→ WHAT IS NEEDED:
Would you copy out each line of the records below that includes the word "Nekaa"?

→ EXTRACTED RECORDS:
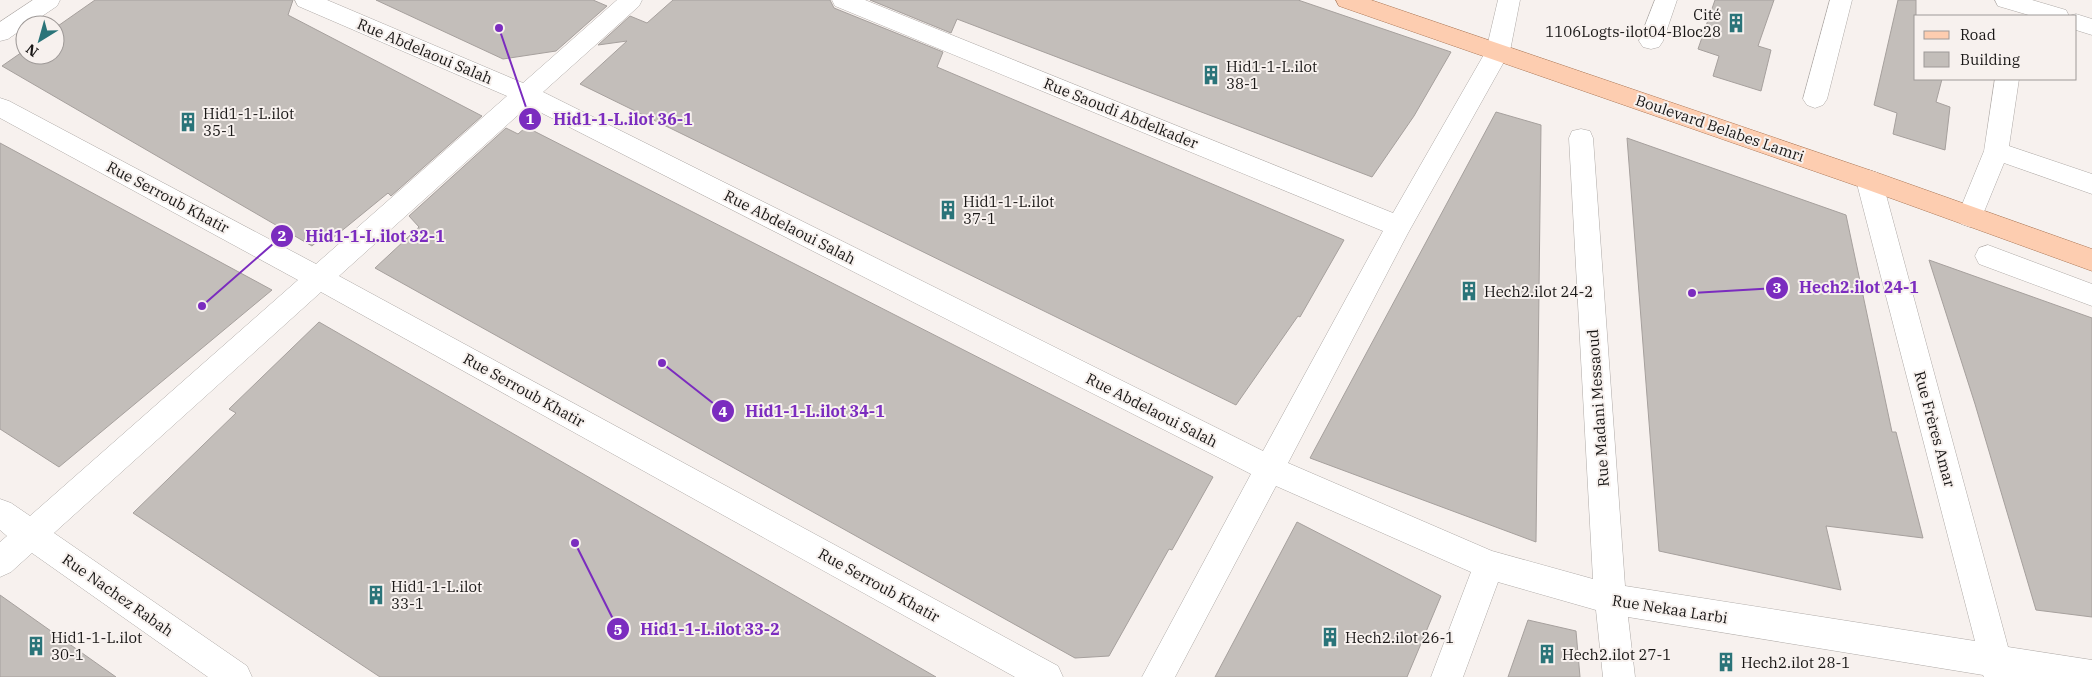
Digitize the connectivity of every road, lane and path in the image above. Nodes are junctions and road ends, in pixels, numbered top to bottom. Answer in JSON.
{"nodes":[{"id":1,"x":49,"y":0,"type":"edge"},
{"id":2,"x":306,"y":0,"type":"edge"},
{"id":3,"x":631,"y":0,"type":"edge"},
{"id":4,"x":843,"y":0,"type":"edge"},
{"id":5,"x":1347,"y":0,"type":"edge"},
{"id":6,"x":1509,"y":0,"type":"edge"},
{"id":7,"x":1666,"y":0,"type":"edge"},
{"id":8,"x":1841,"y":0,"type":"edge"},
{"id":9,"x":2014,"y":7,"type":"edge"},
{"id":10,"x":2053,"y":15,"type":"edge"},
{"id":11,"x":2077,"y":22,"type":"edge"},
{"id":12,"x":2092,"y":27,"type":"edge"},
{"id":13,"x":0,"y":33,"type":"edge"},
{"id":14,"x":1651,"y":41,"type":"dead end"},
{"id":15,"x":1498,"y":51,"type":"junction"},
{"id":16,"x":2007,"y":80,"type":"edge"},
{"id":17,"x":526,"y":94,"type":"junction"},
{"id":18,"x":1815,"y":99,"type":"dead end"},
{"id":19,"x":0,"y":107,"type":"edge"},
{"id":20,"x":1581,"y":138,"type":"dead end"},
{"id":21,"x":1996,"y":151,"type":"junction"},
{"id":22,"x":1869,"y":180,"type":"junction"},
{"id":23,"x":2092,"y":184,"type":"edge"},
{"id":24,"x":1970,"y":217,"type":"junction"},
{"id":25,"x":1399,"y":226,"type":"junction"},
{"id":26,"x":1988,"y":256,"type":"dead end"},
{"id":27,"x":2092,"y":260,"type":"edge"},
{"id":28,"x":319,"y":278,"type":"junction"},
{"id":29,"x":2092,"y":295,"type":"edge"},
{"id":30,"x":1268,"y":468,"type":"junction"},
{"id":31,"x":0,"y":513,"type":"edge"},
{"id":32,"x":31,"y":535,"type":"junction"},
{"id":33,"x":0,"y":562,"type":"edge"},
{"id":34,"x":1488,"y":565,"type":"junction"},
{"id":35,"x":1610,"y":599,"type":"junction"},
{"id":36,"x":1998,"y":669,"type":"edge"},
{"id":37,"x":2092,"y":676,"type":"edge"},
{"id":38,"x":236,"y":677,"type":"edge"},
{"id":39,"x":1047,"y":677,"type":"edge"},
{"id":40,"x":1158,"y":677,"type":"edge"},
{"id":41,"x":1447,"y":677,"type":"edge"},
{"id":42,"x":1619,"y":677,"type":"edge"}],
"edges":[{"from":1,"to":13,"type":"street"},
{"from":2,"to":17,"type":"street","name":"Rue Abdelaoui Salah"},
{"from":3,"to":17,"type":"street"},
{"from":4,"to":25,"type":"street","name":"Rue Saoudi Abdelkader"},
{"from":5,"to":15,"type":"main road","name":"Boulevard Belabes Lamri"},
{"from":6,"to":15,"type":"street"},
{"from":7,"to":14,"type":"street"},
{"from":8,"to":18,"type":"street"},
{"from":9,"to":10,"type":"street"},
{"from":11,"to":12,"type":"street"},
{"from":15,"to":22,"type":"main road","name":"Boulevard Belabes Lamri"},
{"from":15,"to":25,"type":"street"},
{"from":16,"to":21,"type":"street"},
{"from":17,"to":28,"type":"street"},
{"from":17,"to":30,"type":"street","name":"Rue Abdelaoui Salah"},
{"from":19,"to":28,"type":"street","name":"Rue Serroub Khatir"},
{"from":20,"to":35,"type":"street","name":"Rue Madani Messaoud"},
{"from":21,"to":23,"type":"street"},
{"from":21,"to":24,"type":"street"},
{"from":22,"to":24,"type":"main road","name":"Boulevard Belabes Lamri"},
{"from":22,"to":36,"type":"street","name":"Rue Frères Amar"},
{"from":24,"to":27,"type":"main road","name":"Boulevard Belabes Lamri"},
{"from":25,"to":30,"type":"street"},
{"from":26,"to":29,"type":"street"},
{"from":28,"to":32,"type":"street"},
{"from":28,"to":39,"type":"street","name":"Rue Serroub Khatir"},
{"from":30,"to":34,"type":"street","name":"Rue Nekaa Larbi"},
{"from":30,"to":40,"type":"street"},
{"from":31,"to":32,"type":"street","name":"Rue Nachez Rabah"},
{"from":32,"to":33,"type":"street"},
{"from":32,"to":38,"type":"street","name":"Rue Nachez Rabah"},
{"from":34,"to":35,"type":"street","name":"Rue Nekaa Larbi"},
{"from":34,"to":41,"type":"street"},
{"from":35,"to":36,"type":"street","name":"Rue Nekaa Larbi"},
{"from":35,"to":42,"type":"street","name":"Rue Madani Messaoud"},
{"from":36,"to":37,"type":"street","name":"Rue Nekaa Larbi"}]}
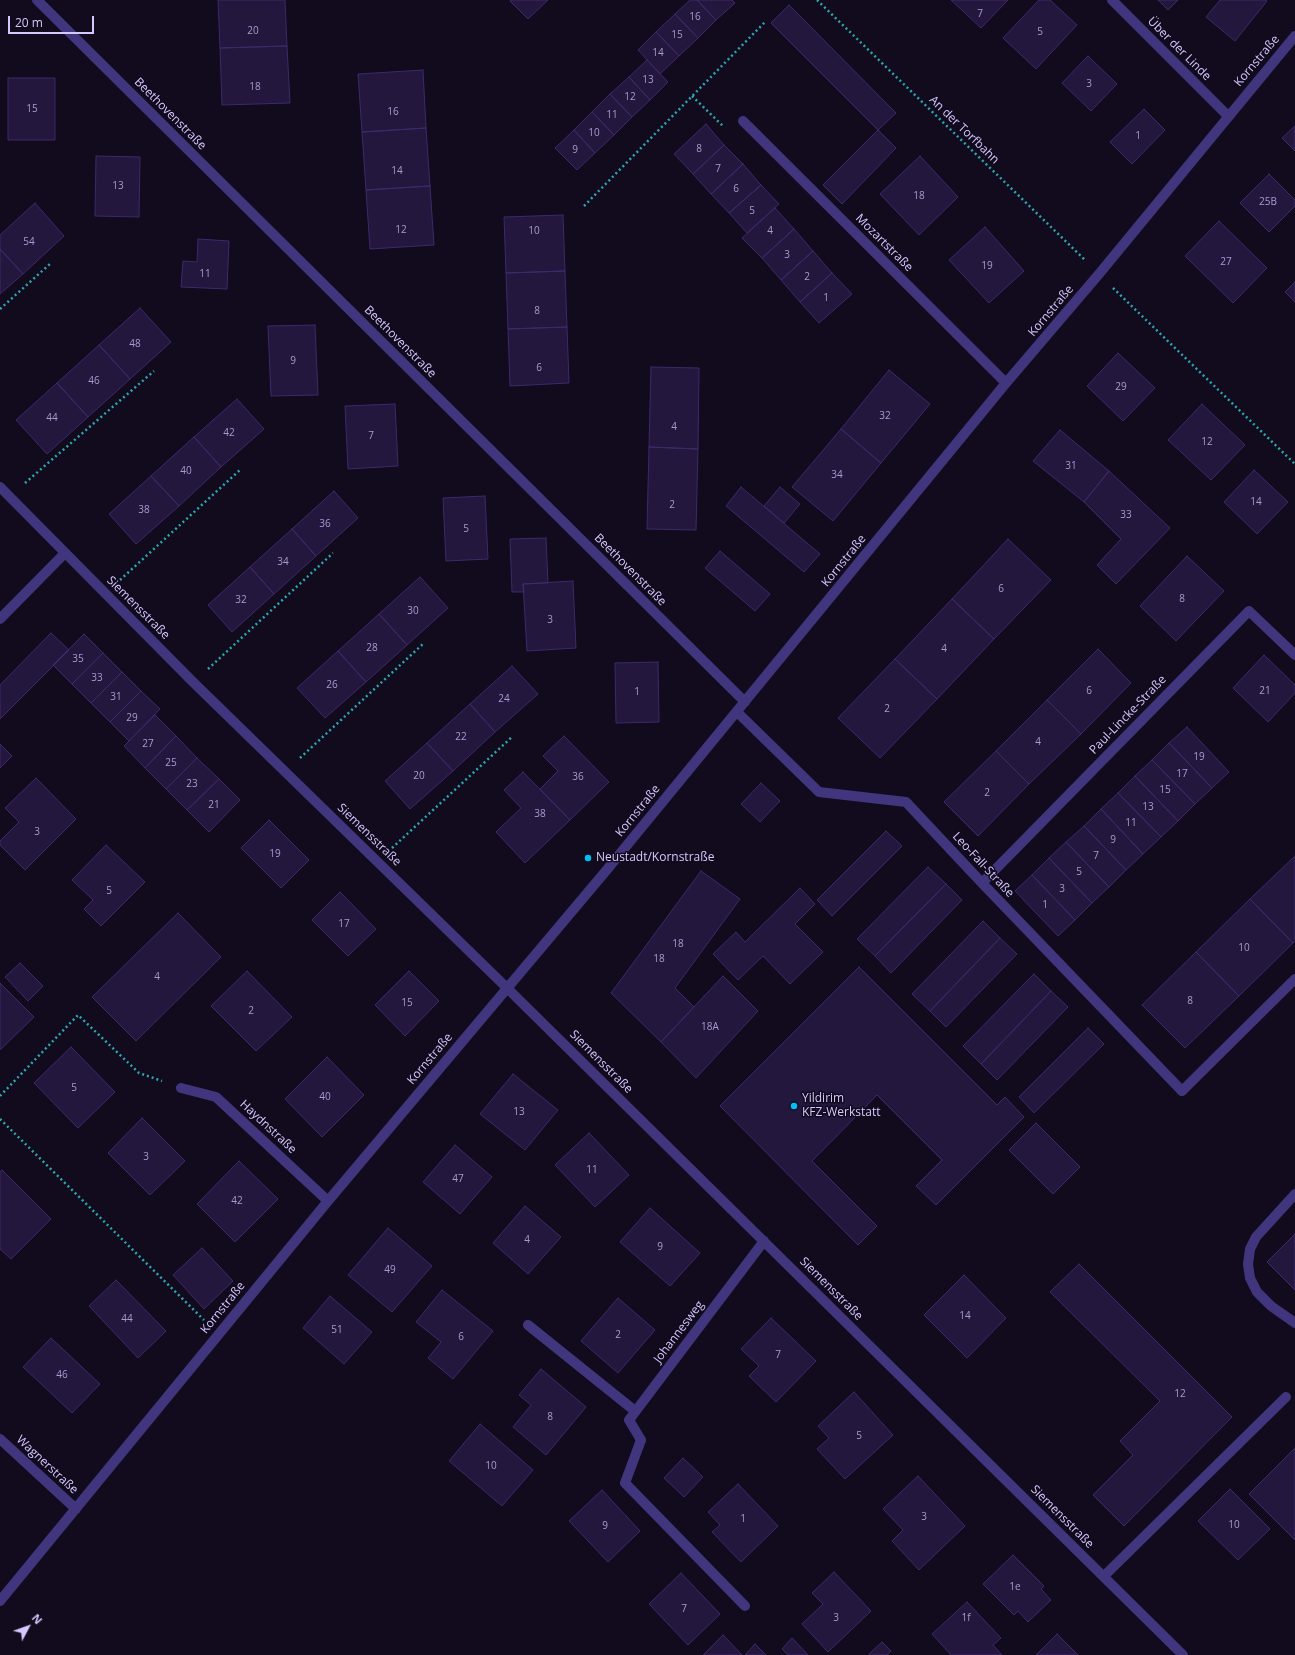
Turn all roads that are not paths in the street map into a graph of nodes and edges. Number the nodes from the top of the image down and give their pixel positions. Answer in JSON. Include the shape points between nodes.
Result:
{"nodes":[{"id":1,"x":37,"y":0,"type":"edge"},
{"id":2,"x":1112,"y":0,"type":"edge"},
{"id":3,"x":1295,"y":36,"type":"edge"},
{"id":4,"x":1228,"y":116,"type":"junction"},
{"id":5,"x":743,"y":121,"type":"road end"},
{"id":6,"x":1006,"y":383,"type":"junction"},
{"id":7,"x":0,"y":487,"type":"edge"},
{"id":8,"x":65,"y":554,"type":"junction"},
{"id":9,"x":0,"y":619,"type":"edge"},
{"id":10,"x":1295,"y":655,"type":"edge"},
{"id":11,"x":745,"y":702,"type":"junction"},
{"id":12,"x":737,"y":712,"type":"junction"},
{"id":13,"x":982,"y":883,"type":"junction"},
{"id":14,"x":1295,"y":979,"type":"edge"},
{"id":15,"x":507,"y":988,"type":"junction"},
{"id":16,"x":181,"y":1088,"type":"road end"},
{"id":17,"x":1295,"y":1194,"type":"edge"},
{"id":18,"x":328,"y":1201,"type":"junction"},
{"id":19,"x":764,"y":1241,"type":"junction"},
{"id":20,"x":1295,"y":1323,"type":"edge"},
{"id":21,"x":528,"y":1325,"type":"dead end"},
{"id":22,"x":1286,"y":1397,"type":"dead end"},
{"id":23,"x":636,"y":1412,"type":"junction"},
{"id":24,"x":0,"y":1439,"type":"edge"},
{"id":25,"x":76,"y":1509,"type":"junction"},
{"id":26,"x":1104,"y":1576,"type":"junction"},
{"id":27,"x":0,"y":1601,"type":"edge"},
{"id":28,"x":745,"y":1606,"type":"dead end"},
{"id":29,"x":1183,"y":1655,"type":"edge"}],
"edges":[{"from":1,"to":11,"type":"street","name":"Beethovenstraße"},
{"from":2,"to":4,"type":"street","name":"Über der Linde"},
{"from":3,"to":4,"type":"street","name":"Kornstraße"},
{"from":4,"to":6,"type":"street","name":"Kornstraße"},
{"from":5,"to":6,"type":"street","name":"Mozartstraße"},
{"from":6,"to":11,"type":"street","name":"Kornstraße"},
{"from":7,"to":8,"type":"street","name":"Siemensstraße"},
{"from":8,"to":9,"type":"street"},
{"from":8,"to":15,"type":"street","name":"Siemensstraße"},
{"from":10,"to":13,"type":"street","name":"Paul-Lincke-Straße","via":[[1249,611]]},
{"from":11,"to":12,"type":"street","name":"Kornstraße"},
{"from":12,"to":13,"type":"street","name":"Leo-Fall-Straße","via":[[819,792],[906,802]]},
{"from":12,"to":15,"type":"street","name":"Kornstraße"},
{"from":13,"to":14,"type":"street","name":"Leo-Fall-Straße","via":[[1182,1091]]},
{"from":15,"to":18,"type":"street","name":"Kornstraße"},
{"from":15,"to":19,"type":"street","name":"Siemensstraße"},
{"from":16,"to":18,"type":"street","name":"Haydnstraße","via":[[216,1097]]},
{"from":17,"to":20,"type":"street","via":[[1256,1238],[1250,1249],[1248,1264],[1250,1278],[1257,1292]]},
{"from":18,"to":25,"type":"street","name":"Kornstraße"},
{"from":19,"to":23,"type":"street","name":"Johannesweg"},
{"from":19,"to":26,"type":"street","name":"Siemensstraße"},
{"from":21,"to":23,"type":"street"},
{"from":22,"to":26,"type":"street"},
{"from":23,"to":28,"type":"street","name":"Johannesweg","via":[[629,1420],[640,1440],[625,1483]]},
{"from":24,"to":25,"type":"street","name":"Wagnerstraße"},
{"from":25,"to":27,"type":"street","name":"Kornstraße"},
{"from":26,"to":29,"type":"street","name":"Siemensstraße"}]}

→ REPLY TO THE TASK:
{"from":30,"to":34,"type":"street","name":"Rue Nekaa Larbi"},
{"from":34,"to":35,"type":"street","name":"Rue Nekaa Larbi"},
{"from":35,"to":36,"type":"street","name":"Rue Nekaa Larbi"},
{"from":36,"to":37,"type":"street","name":"Rue Nekaa Larbi"}]}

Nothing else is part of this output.